AnaBia Pereira 25/11/2018
Lacunas e repetições em incrível domínio da linguagem
Uma sensação de visão embaçada marca a literatura do chileno Alejandro Zambra. Pelo menos, foi assim que me senti ao final da leitura do livro que reúne dois de seus romances: Bonsai e A Vida Privada das Árvores. Fica-se sabendo, de antemão, que Julio e Emília, protagonistas da primeira narrativa, e Julian e Verônica, da segunda, terão seus momentos de felicidade atropelados pela presença potente do desencontro, da incerteza e da morte. Mas não há como explicar os desvios e tropeços das histórias de amor.
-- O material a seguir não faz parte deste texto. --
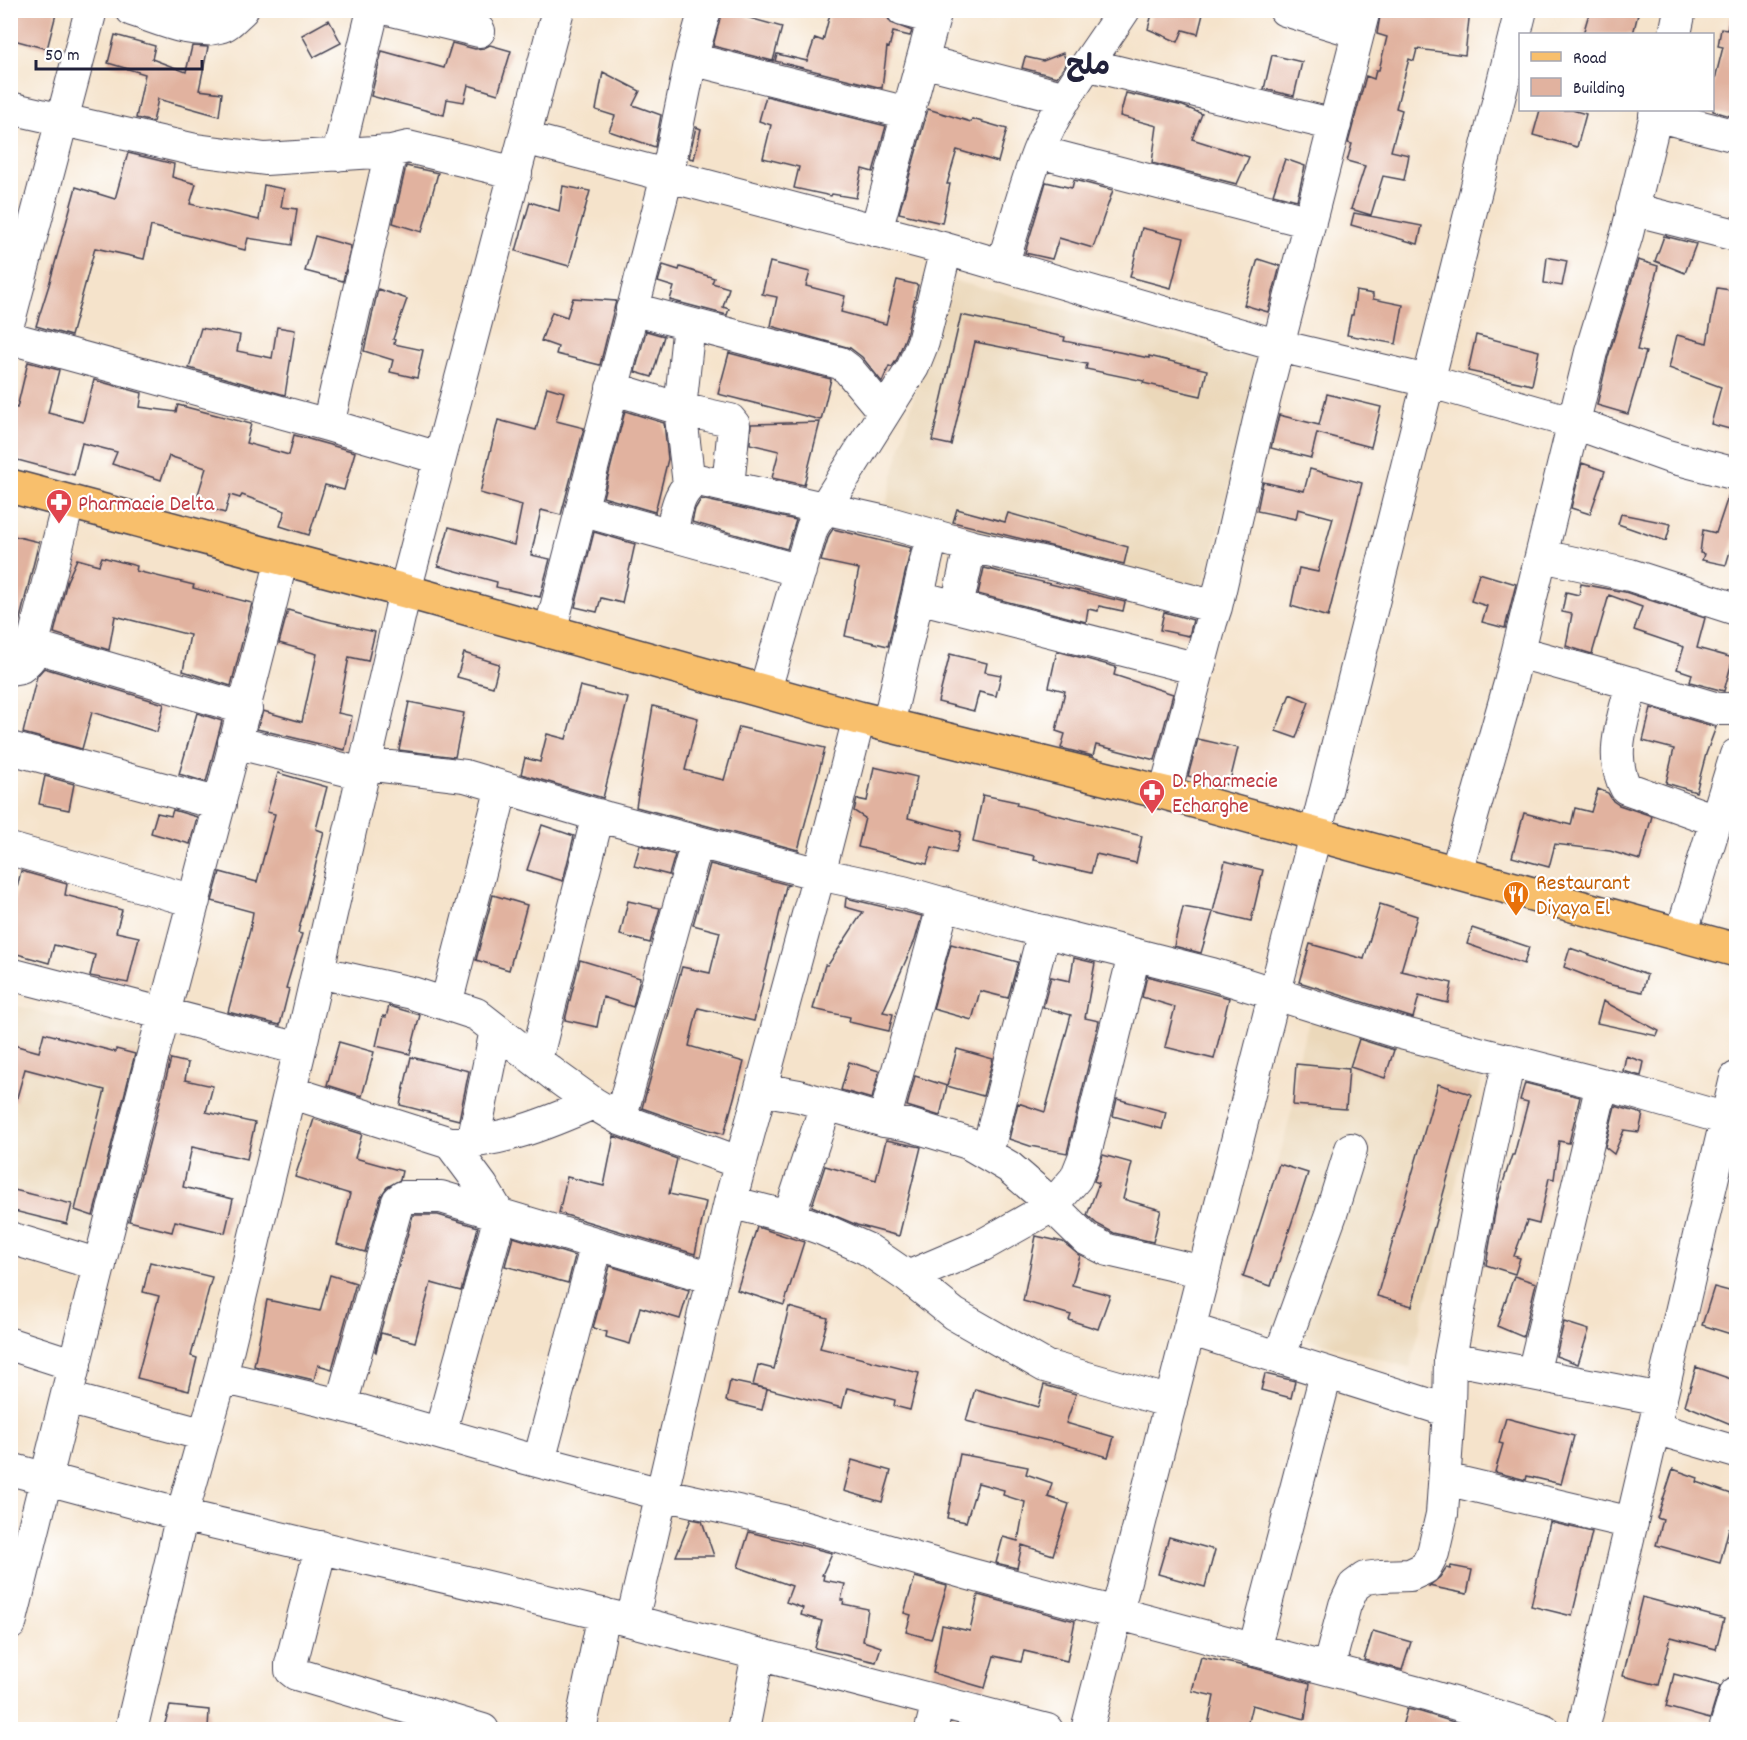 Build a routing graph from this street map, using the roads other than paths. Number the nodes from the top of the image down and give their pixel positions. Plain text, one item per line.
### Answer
1 (91, 10) edge
2 (132, 10) edge
3 (374, 10) edge
4 (392, 10) edge
5 (558, 10) edge
6 (705, 10) edge
7 (903, 10) edge
8 (1124, 10) edge
9 (1286, 10) edge
10 (1521, 10) edge
11 (1680, 10) edge
12 (935, 14) edge
13 (229, 16) edge
14 (1361, 21) edge
15 (479, 31) dead end
16 (1675, 33) edge
17 (691, 59) junction
18 (922, 61) junction
19 (1089, 65) junction
20 (1066, 98) junction
21 (10, 108) edge
22 (1656, 112) edge
23 (908, 113) junction
24 (62, 121) junction
25 (1335, 125) junction
26 (1737, 136) edge
27 (525, 138) junction
28 (391, 152) junction
29 (1038, 152) junction
30 (338, 155) junction
31 (516, 173) junction
32 (667, 176) junction
33 (1632, 209) junction
34 (1310, 222) junction
35 (876, 231) junction
36 (1737, 234) edge
37 (946, 249) junction
38 (1002, 266) junction
39 (632, 309) junction
40 (10, 317) edge
41 (689, 324) junction
42 (10, 338) edge
43 (1279, 346) junction
44 (1428, 381) junction
45 (612, 388) junction
46 (680, 409) junction
47 (884, 412) junction
48 (1575, 423) junction
49 (328, 425) junction
50 (439, 458) junction
51 (1737, 474) edge
52 (689, 484) junction
53 (10, 486) edge
54 (728, 487) junction
55 (68, 502) junction
56 (823, 509) junction
57 (581, 510) junction
58 (671, 535) junction
59 (932, 535) junction
60 (970, 546) junction
61 (1542, 556) junction
62 (282, 558) junction
63 (800, 571) junction
64 (405, 591) junction
65 (918, 597) junction
66 (957, 607) junction
67 (1216, 607) junction
68 (1737, 609) edge
69 (550, 632) junction
70 (33, 646) junction
71 (1518, 652) junction
72 (10, 669) edge
73 (1198, 669) junction
74 (1632, 683) junction
75 (765, 690) junction
76 (246, 709) junction
77 (1737, 709) edge
78 (874, 722) junction
79 (234, 742) junction
80 (10, 748) edge
81 (1737, 755) edge
82 (364, 769) junction
83 (502, 787) junction
84 (1165, 793) junction
85 (220, 804) junction
86 (598, 815) junction
87 (1715, 820) junction
88 (1315, 835) junction
89 (697, 842) junction
90 (10, 849) edge
91 (1456, 873) junction
92 (819, 874) junction
93 (194, 901) junction
94 (944, 903) junction
95 (1044, 931) junction
96 (1681, 935) junction
97 (1737, 950) edge
98 (1134, 954) junction
99 (318, 972) junction
100 (10, 974) edge
101 (1275, 994) junction
102 (446, 1004) junction
103 (163, 1014) junction
104 (496, 1030) junction
105 (300, 1049) junction
106 (536, 1060) junction
107 (1509, 1060) junction
108 (1737, 1078) edge
109 (1602, 1084) junction
110 (761, 1089) junction
111 (290, 1092) junction
112 (593, 1103) junction
113 (826, 1105) junction
114 (620, 1119) junction
115 (1727, 1119) junction
116 (884, 1121) junction
117 (461, 1142) junction
118 (1351, 1149) dead end
119 (987, 1153) junction
120 (741, 1163) junction
121 (730, 1202) junction
122 (1052, 1206) junction
123 (500, 1216) junction
124 (789, 1217) junction
125 (10, 1238) edge
126 (597, 1244) junction
127 (100, 1265) junction
128 (1204, 1272) junction
129 (908, 1277) junction
130 (712, 1278) junction
131 (1189, 1329) junction
132 (10, 1344) edge
133 (1279, 1358) junction
134 (1450, 1358) junction
135 (75, 1365) junction
136 (1326, 1374) junction
137 (1533, 1374) junction
138 (221, 1377) junction
139 (67, 1398) junction
140 (1171, 1402) junction
141 (341, 1405) junction
142 (1449, 1412) junction
143 (1657, 1414) junction
144 (440, 1433) junction
145 (205, 1435) junction
146 (1737, 1452) edge
147 (538, 1461) junction
148 (10, 1469) edge
149 (47, 1478) junction
150 (1444, 1479) junction
151 (662, 1494) junction
152 (182, 1515) junction
153 (1632, 1523) junction
154 (321, 1547) junction
155 (13, 1605) edge
156 (1117, 1613) junction
157 (618, 1618) junction
158 (1254, 1650) junction
159 (758, 1654) junction
160 (1328, 1669) junction
161 (1737, 1693) edge
162 (934, 1715) edge
163 (131, 1730) edge
164 (483, 1730) edge
165 (580, 1730) edge
166 (742, 1730) edge
167 (1047, 1730) edge
168 (1087, 1730) edge
169 (1544, 1730) edge
170 (1583, 1730) edge
171 (1725, 1730) edge

1 - 24 street
2 - 13 street
3 - 30 street
4 - 15 street
5 - 27 street
6 - 17 street
7 - 12 street
8 - 19 street
9 - 14 street
10 - 44 street
11 - 16 street
12 - 18 street
14 - 25 street
17 - 23 street
17 - 32 street
18 - 20 street
18 - 23 street
19 - 20 street
19 - 25 street
20 - 29 street
21 - 24 street
22 - 26 street
22 - 33 street
23 - 35 street
24 - 30 street
24 - 40 street
25 - 34 street
27 - 31 street
27 - 32 street
28 - 30 street
28 - 31 street
28 - 49 street
29 - 34 street
29 - 38 street
31 - 50 street
32 - 35 street
32 - 39 street
33 - 36 street
33 - 48 street
34 - 43 street
35 - 37 street
37 - 38 street
37 - 47 street
38 - 43 street
39 - 41 street
39 - 45 street
41 - 46 street
41 - 47 street
42 - 49 street
43 - 44 street
43 - 67 street
44 - 48 street
44 - 88 street
45 - 46 street
45 - 57 street
46 - 52 street
46 - 54 street
47 - 56 street
48 - 51 street
48 - 61 street
49 - 50 street
50 - 64 street
52 - 54 street
52 - 58 street
53 - 55 main road
54 - 56 street
55 - 62 main road
55 - 70 street
56 - 59 street
56 - 63 street
57 - 58 street
57 - 69 street
58 - 63 street
59 - 60 street
59 - 65 street
60 - 66 street
60 - 67 street
61 - 68 street
61 - 71 street
62 - 64 main road
62 - 76 street
63 - 75 street
64 - 69 main road
64 - 82 street
65 - 66 street
65 - 78 street
66 - 73 street
67 - 73 street
69 - 75 main road
70 - 72 street
70 - 76 street
71 - 74 street
71 - 91 street
73 - 84 street
74 - 77 street
74 - 87 street
75 - 78 main road
76 - 79 street
78 - 84 main road
78 - 92 street
79 - 82 street
79 - 85 street
80 - 85 street
81 - 87 street
82 - 83 street
82 - 99 street
83 - 86 street
83 - 102 street
84 - 88 main road
85 - 93 street
86 - 89 street
86 - 106 street
87 - 96 street
88 - 91 main road
88 - 101 street
89 - 92 street
89 - 114 street
90 - 93 street
91 - 96 main road
92 - 94 street
92 - 110 street
93 - 103 street
94 - 95 street
94 - 116 street
95 - 98 street
95 - 119 street
96 - 97 main road
98 - 101 street
98 - 122 street
99 - 102 street
99 - 105 street
100 - 103 street
101 - 107 street
101 - 128 street
102 - 104 street
103 - 105 street
103 - 127 street
104 - 106 street
104 - 117 street
105 - 111 street
106 - 112 street
107 - 109 street
107 - 134 street
108 - 115 street
109 - 115 street
109 - 137 street
110 - 113 street
110 - 120 street
111 - 117 street
111 - 138 street
112 - 114 street
112 - 117 street
113 - 116 street
113 - 124 street
114 - 120 street
115 - 143 street
116 - 119 street
117 - 123 street
118 - 133 street
119 - 122 street
120 - 121 street
121 - 124 street
121 - 130 street
122 - 128 street
122 - 129 street
123 - 126 street
123 - 141 street
123 - 144 street
124 - 129 street
125 - 127 street
126 - 130 street
126 - 147 street
127 - 135 street
128 - 131 street
129 - 140 street
130 - 151 street
131 - 133 street
131 - 140 street
132 - 135 street
133 - 136 street
134 - 137 street
134 - 142 street
135 - 139 street
136 - 142 street
136 - 158 street
137 - 143 street
138 - 141 street
138 - 145 street
139 - 145 street
139 - 149 street
140 - 156 street
141 - 144 street
142 - 150 street
143 - 146 street
143 - 153 street
144 - 147 street
145 - 152 street
147 - 151 street
148 - 149 street
149 - 152 street
149 - 155 street
150 - 153 street
150 - 160 street
151 - 156 street
151 - 157 street
152 - 154 street
152 - 163 street
153 - 170 street
154 - 157 street
154 - 164 street
156 - 158 street
156 - 168 street
157 - 159 street
157 - 165 street
158 - 160 street
159 - 162 street
159 - 166 street
160 - 169 street
161 - 171 street
162 - 167 street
As lacunas fazem parte do estilo narrativo de Zambra que, como ele mesmo relata no prefácio, escreve por subtração, podando o texto como a um bonsai, para que dele só reste a essência da forma textual, indícios mínimos que instiguem a ação do leitor na construção da completude da obra. Completude parcial e subjetiva, acrescento eu, enquanto tento identificar as pistas e os porquês surrupiados dos romances. Confesso que a economia de Zambra me incomodou um pouco e ficou o desejo de conhecer mais a fundo os personagens. Por outro lado, tivesse eu, após a leitura, me considerado plena de sentidos, talvez não me sentisse desafiada a escrever esta resenha. Deve ser o que nos diz a Psicanálise: se algo nos falta, a gente precisa criar.
Achei curioso, e também genial que, embora fatos sejam deliberadamente suprimidos, o autor use o recurso da repetição para sublinhar aquelas ideias que deseja oferecer aos leitores. Há palavras e expressões reprisadas nas orações e parágrafos; informações são reforçadas ao longo dos capítulos, criando ciclos verbais que se retroalimentam. Com competência, e a favor da potência do texto, ele ignora a recomendação de que a repetição deve ser evitada pelos escritores.
Os dois romances são, ainda, uma homenagem literária à própria literatura – Zambra é professor e crítico de literatura. Os personagens dos dois romances se enredam em processos de leitura e escrita: discutem os clássicos antes de fazerem amor, ganham a vida dando aulas de espanhol, dedicam-se longamente à escrita “daquele” livro essencial. Julian, por exemplo, é tão apaixonado pelas palavras que inventa histórias sobre árvores e as conta, todas as noites, para a enteada.
Aliás, quando li, já há algum tempo, uma resenha sobre os livros do escritor, foi o assunto peculiar – a existência da vida privada de um álamo e um baobá - que primeiro me chamou a atenção. Só que, no romance, as árvores são simples coadjuvantes na aventura amorosa interrompida repentinamente. Na falta do empoderamento vegetal esperado, o jeito vai ser eu mesma inventar um conto sobre amendoeiras e ipês, figueiras e damas da noite, ou flamboyants e coqueiros. Escrever sobre as alegrias e desventuras destas personagens numa cidade linda e insana como o Rio de Janeiro. Alguém me acompanha?